Highly anticipated public talks between the
United States and Iran over the future of Iraq have been lagging behind
schedule, while the rhetorical exchanges between Tehran and Washington over
Iran's nuclear program have been gaining volume. To our minds, the
escalation on the nuclear issue -- which can be viewed as a lever rather
than an end in itself for Tehran -- is a sign that a deal might be in the
making in other channels. But there is a sticking point that must be
resolved before public talks can take place, and that is the political
impasse that has delayed the formation of a permanent government in
Baghdad.

Despite the fact that Iraq's national election results were
finalized nearly three months ago, there has been no agreement on the
selection of a new prime minister. The interim prime minister, Ibrahim
Jaafari, has been nominated to return to that position, but his nomination
has been vehemently opposed by other political parties and even Shiite
factions within his own United Iraqi Alliance (UIA) coalition. The
situation, which appears to be worsening by the day, is born partly from
serious disagreements among the four major blocs in parliament; perhaps even
more significantly, it stems from schisms within Iraq's majority Shiite
community.

Those schisms for some time have been exploited by
others. The United States and Iran, of course, are the most critical players
at the table, and the Iraqi Shia have been integral to the
strategies of both
. Thus far, Washington and Tehran have been exploiting
the internal differences of the ethnic majority in order to secure their own
interests in Iraq. However, managing the Shia has become a tremendous
challenge for both Washington and Tehran, who now need to help repair the
rifts in order to move toward their own larger goals in the region.

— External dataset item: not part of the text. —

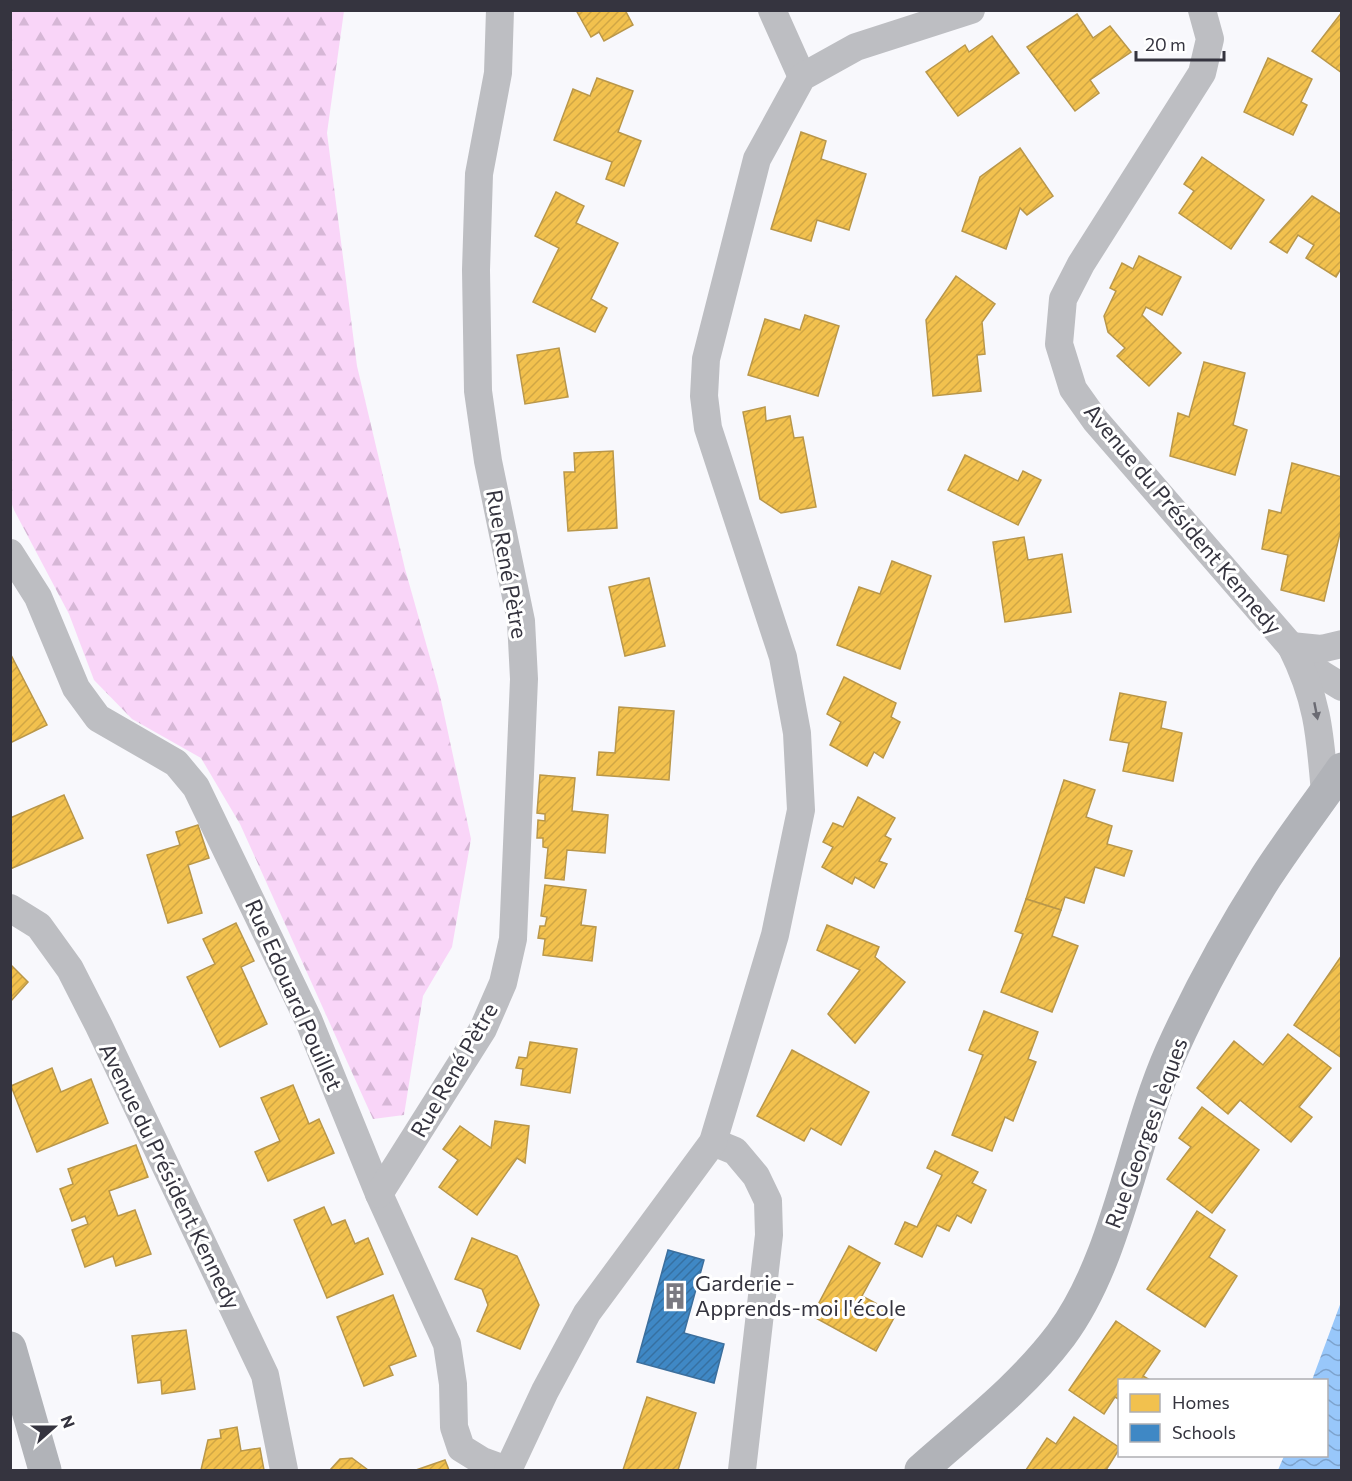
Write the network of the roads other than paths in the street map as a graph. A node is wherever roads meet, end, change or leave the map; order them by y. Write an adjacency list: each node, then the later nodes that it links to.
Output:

In short, understanding Iraq's Shiite factions -- and the interplay
between them -- is critical to understanding Iran's future course and its
implications for the region.

A Fractured Community

The
Shia are acutely aware of their own divisions and the risk to their
political power within Iraq. Ayatollah Ali al-Sistani -- the most important
religious leader for the Iraqi Shia -- has said that the unity of the Shiite
political alliance must be upheld at all costs.

Al-Sistani's
political influence has its limits, but it is not
inconsiderable.

Since the fall of Saddam Hussein's regime, Iraq's
Shiite community has been held together by three forces: the dominant
political trend of Islamism, the clerical establishment based in An Najaf,
and Iran, which has varying degrees of influence with nearly every
significant Shiite leader or group. Together, these three forces have
prevented the rise of a viable secular political group among the Shia.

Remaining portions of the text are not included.